For some people dependent on illicit fentanyl, otherwise well-evidenced alternatives like methadone or buprenorphine have proven inadequate time and time again—as have less-well-evidenced approaches like Narcotics Anonymous and multiple attempts at detox and abstinence. For these people, a reliably pure supply of heroin would be a less potent but effective alternative to Russian roulette on the street.
The woman explained how she helped an acquaintance with severe opioid use disorder who had been through multiple attempts at treatment, including with Suboxone, to acquire a reliable source of uncontaminated heroin as a stop-gap alternative to the illicit market.
She knows her action would legally constitute trafficking. “It would be looked at as criminal activity, not as a health initiative.” Being found out could be devastating to her and to her group.
And yet, after working with a trusted physician, the patient in question has now qualified and moved from illicit heroin to (legal, Health Canada-approved) injectable hydromorphone. Uncontaminated heroin served as a bridge.

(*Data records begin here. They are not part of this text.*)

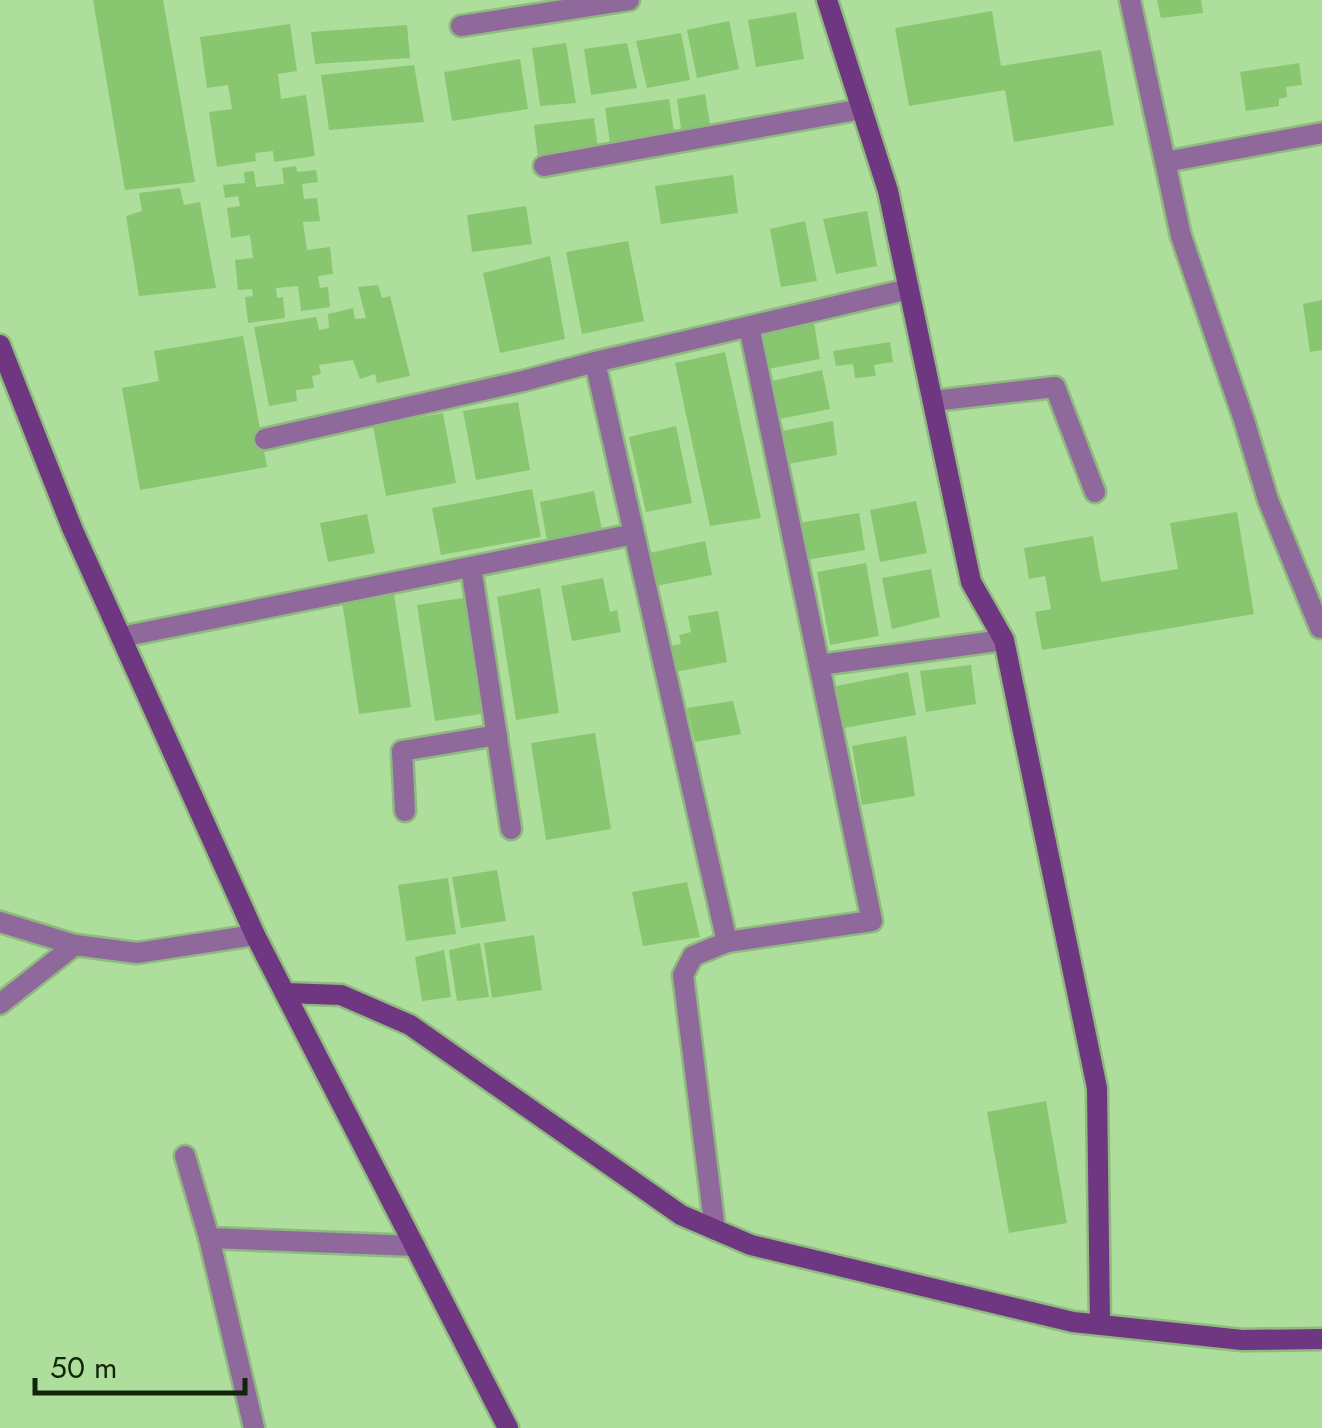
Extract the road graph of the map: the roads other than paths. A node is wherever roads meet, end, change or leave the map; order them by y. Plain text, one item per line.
1 (625, 0) edge
2 (827, 0) edge
3 (1130, 0) edge
4 (461, 26) dead end
5 (862, 109) junction
6 (1322, 133) edge
7 (1166, 162) junction
8 (544, 166) dead end
9 (909, 290) junction
10 (749, 326) junction
11 (0, 345) edge
12 (595, 362) junction
13 (933, 401) junction
14 (265, 439) dead end
15 (1095, 492) dead end
16 (634, 534) junction
17 (472, 567) junction
18 (1320, 628) dead end
19 (121, 637) junction
20 (1004, 640) junction
21 (819, 666) junction
22 (497, 735) junction
23 (405, 811) dead end
24 (511, 829) dead end
25 (0, 922) edge
26 (255, 936) junction
27 (728, 942) junction
28 (76, 945) junction
29 (284, 994) junction
30 (0, 1004) edge
31 (186, 1156) dead end
32 (715, 1230) junction
33 (209, 1238) junction
34 (414, 1246) junction
35 (1100, 1324) junction
36 (1322, 1339) edge
37 (254, 1428) edge
38 (508, 1428) edge

1 - 4 street
2 - 5 street
3 - 7 street
5 - 8 street
5 - 9 street
6 - 7 street
7 - 18 street
9 - 10 street
9 - 13 street
10 - 12 street
10 - 21 street
11 - 19 street
12 - 14 street
12 - 16 street
13 - 15 street
13 - 20 street
16 - 17 street
16 - 27 street
17 - 19 street
17 - 22 street
19 - 26 street
20 - 21 street
20 - 35 street
21 - 27 street
22 - 23 street
22 - 24 street
25 - 28 street
26 - 28 street
26 - 29 street
27 - 32 street
28 - 30 street
29 - 32 street
29 - 34 street
31 - 33 street
32 - 35 street
33 - 34 street
33 - 37 street
34 - 38 street
35 - 36 street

The group’s “line” on tested, un-contaminated heroin worked for a while, stabilizing everyone’s daily routine. Then the line was lost. Doing this clandestinely means the supply is unstable. It’s not like ordering it legally from Switzerland, as Crosstown Clinic is able to do, with exactly the same medical rationale. Still, the club continues.
“We’ve been left to fend for ourselves. We just have to break the law and hope they follow.”
“Our ethical dilemma,” my source explained, “is we absolutely have to break the law right now to help people. We’ve been left to fend for ourselves. We just have to break the law and hope they follow.”
She told me that she conducted informal interviews at an organized event for people who use drugs, asking those present whether they would be interested in supportive and low-cost transition from street fentanyl to uncontaminated heroin. Twenty-nine out of the 30 people in the room said that they would be willing to titrate down to the lower-strength opioid. The 30th, a young man also dependent on illicit fentanyl, said that he’d never tried heroin at all—but was also willing to give it a try.
My source firmly believes in the power of unsanctioned activism to drive official change. “We start the initiative anyways, then they co-opt it,” she said of official harm reduction policy initiatives led by non-governmental organizations, health authorities or governments. “It does push them into action.”
But she also laments that secrecy is necessary, because it prevents important conversations. “Anything is possible when you provide the space for people to talk about it.”
She told me that she knows of groups similar to hers in at least two other provinces, as well as groups much larger than hers—and groups that focus on providing people with a reliable, non-poisoned supply of methamphetamine, rather than opioids. They all share the ethos of people who use drugs protecting each other in a non-medicalized, judgment-free environment, including supporting the choice to reduce use or seek treatment for addiction.
So long as they can face a sentence for doing so, it’s going to remain difficult to evaluate and compare the strengths and weaknesses of different unsanctioned structures in order to keep improving the model. But for many people, until government catches up, it’s the only protection they’ve got.